The battle is often touch-and-go because of the timing factor. For example, the declarer may misguess which of two suits to try to establilsh, and if he chooses the wrong one, he may lose the race.

Today’s hand features just such a situation. South got a spade lead and won East’s king with the ace. He played a club to the jack, and East took his ace and returned a spade. The 10 lost to the jack, and a spade continuati­on establishe­d West’s suit.

Declarer now had only eight tricks. When he later led a heart, West grabbed the ace and cashed two spades to set the contract.

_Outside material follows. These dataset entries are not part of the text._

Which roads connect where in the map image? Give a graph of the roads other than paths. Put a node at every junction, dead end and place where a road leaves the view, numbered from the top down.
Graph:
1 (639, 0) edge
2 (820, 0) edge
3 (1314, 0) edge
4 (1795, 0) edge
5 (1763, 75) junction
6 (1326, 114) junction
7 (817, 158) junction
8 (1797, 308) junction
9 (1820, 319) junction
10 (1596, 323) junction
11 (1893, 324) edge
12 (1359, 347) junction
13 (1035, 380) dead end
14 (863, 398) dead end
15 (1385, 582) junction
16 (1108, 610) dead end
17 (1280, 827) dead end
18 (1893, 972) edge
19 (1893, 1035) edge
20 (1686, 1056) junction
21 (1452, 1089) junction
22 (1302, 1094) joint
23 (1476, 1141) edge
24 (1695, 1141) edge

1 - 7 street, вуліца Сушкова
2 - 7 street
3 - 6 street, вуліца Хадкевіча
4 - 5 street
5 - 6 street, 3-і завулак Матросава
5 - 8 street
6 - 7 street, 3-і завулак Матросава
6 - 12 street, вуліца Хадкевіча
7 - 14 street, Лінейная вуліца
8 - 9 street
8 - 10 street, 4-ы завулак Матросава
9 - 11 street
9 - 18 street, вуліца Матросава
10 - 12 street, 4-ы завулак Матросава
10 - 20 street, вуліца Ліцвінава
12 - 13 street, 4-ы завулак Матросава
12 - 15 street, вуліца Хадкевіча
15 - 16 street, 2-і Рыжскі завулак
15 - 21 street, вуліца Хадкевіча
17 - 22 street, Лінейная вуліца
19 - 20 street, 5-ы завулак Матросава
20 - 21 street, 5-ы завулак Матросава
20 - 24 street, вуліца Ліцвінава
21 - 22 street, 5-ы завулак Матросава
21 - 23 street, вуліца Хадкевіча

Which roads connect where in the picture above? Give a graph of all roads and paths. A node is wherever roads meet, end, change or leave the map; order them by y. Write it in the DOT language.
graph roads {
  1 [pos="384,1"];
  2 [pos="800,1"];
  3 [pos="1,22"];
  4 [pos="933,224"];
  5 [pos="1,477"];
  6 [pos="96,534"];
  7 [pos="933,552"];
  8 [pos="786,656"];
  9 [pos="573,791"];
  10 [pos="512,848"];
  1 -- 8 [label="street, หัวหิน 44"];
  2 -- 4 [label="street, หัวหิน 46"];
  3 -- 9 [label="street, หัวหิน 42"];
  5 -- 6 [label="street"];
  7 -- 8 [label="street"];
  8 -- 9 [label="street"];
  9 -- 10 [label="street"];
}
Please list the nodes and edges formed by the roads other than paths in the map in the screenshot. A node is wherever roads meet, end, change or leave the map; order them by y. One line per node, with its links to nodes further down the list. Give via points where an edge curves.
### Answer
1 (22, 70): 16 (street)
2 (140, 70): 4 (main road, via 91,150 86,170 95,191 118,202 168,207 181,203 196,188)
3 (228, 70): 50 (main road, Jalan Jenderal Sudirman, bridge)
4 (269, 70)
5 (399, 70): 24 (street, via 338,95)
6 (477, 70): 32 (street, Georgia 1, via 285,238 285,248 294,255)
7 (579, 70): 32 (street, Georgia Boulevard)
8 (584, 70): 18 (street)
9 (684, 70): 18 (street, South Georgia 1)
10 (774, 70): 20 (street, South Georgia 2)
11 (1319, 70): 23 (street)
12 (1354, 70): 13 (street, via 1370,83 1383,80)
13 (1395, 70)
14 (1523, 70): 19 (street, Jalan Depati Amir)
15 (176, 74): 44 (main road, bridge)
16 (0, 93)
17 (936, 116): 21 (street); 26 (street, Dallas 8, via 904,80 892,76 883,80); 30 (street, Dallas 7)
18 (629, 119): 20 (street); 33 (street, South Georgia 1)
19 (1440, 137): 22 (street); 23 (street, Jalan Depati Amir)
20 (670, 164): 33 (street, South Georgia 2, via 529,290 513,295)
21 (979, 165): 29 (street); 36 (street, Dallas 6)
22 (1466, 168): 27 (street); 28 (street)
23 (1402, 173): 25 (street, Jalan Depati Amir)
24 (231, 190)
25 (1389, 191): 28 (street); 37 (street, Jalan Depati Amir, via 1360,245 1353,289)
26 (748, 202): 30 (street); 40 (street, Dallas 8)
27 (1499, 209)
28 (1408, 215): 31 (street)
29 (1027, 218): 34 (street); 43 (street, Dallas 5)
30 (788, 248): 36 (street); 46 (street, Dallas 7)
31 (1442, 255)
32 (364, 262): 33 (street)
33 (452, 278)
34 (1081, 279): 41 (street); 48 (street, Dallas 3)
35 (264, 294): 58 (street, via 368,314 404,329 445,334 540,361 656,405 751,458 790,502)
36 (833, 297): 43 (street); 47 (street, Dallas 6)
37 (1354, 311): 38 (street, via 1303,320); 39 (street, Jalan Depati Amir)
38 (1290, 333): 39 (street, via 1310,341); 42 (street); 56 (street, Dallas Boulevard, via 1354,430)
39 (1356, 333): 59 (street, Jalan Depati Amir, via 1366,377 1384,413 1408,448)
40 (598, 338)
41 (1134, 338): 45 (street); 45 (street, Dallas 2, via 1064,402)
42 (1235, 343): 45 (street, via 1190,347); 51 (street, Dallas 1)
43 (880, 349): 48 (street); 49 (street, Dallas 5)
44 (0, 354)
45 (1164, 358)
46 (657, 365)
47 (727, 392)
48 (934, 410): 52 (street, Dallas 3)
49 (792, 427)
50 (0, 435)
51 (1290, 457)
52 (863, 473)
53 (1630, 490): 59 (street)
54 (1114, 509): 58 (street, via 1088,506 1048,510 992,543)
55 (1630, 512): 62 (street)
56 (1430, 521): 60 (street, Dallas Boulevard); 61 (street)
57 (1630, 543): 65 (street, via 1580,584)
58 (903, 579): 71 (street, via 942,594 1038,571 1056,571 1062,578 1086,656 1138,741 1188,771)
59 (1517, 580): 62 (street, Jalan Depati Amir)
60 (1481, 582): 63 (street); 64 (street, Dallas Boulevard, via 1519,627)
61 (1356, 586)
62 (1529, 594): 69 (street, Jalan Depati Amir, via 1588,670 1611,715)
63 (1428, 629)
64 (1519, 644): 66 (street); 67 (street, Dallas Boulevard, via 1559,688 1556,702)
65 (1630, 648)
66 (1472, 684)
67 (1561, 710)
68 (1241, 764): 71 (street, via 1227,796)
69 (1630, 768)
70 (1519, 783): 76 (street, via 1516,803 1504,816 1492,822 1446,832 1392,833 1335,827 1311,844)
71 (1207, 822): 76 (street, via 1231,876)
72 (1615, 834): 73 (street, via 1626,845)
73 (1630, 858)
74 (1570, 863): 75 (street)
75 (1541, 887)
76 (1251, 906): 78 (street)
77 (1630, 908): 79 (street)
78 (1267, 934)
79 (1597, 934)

Actually, the contract was a certainty from the start with correct play. South should have attacked hearts before he touched the clubs.

At trick two, he should cross to dummy with a diamond and lead a low heart toward his hand. If East has the ace, he cannot afford to play it because that would give South his ninth trick (three hearts, four diamonds and two spades). East would therefore have to play low, allowing declarer to win with the queen. South can then drive out the ace of clubs to assure nine tricks.

If West has the ace of hearts (the actual situation), the queen would lose, but West could not make a damaging spade return with declarer holding the Q-10 of the suit. Regardless of what West returned, South would have ample time to tackle the clubs and make at least four notrump.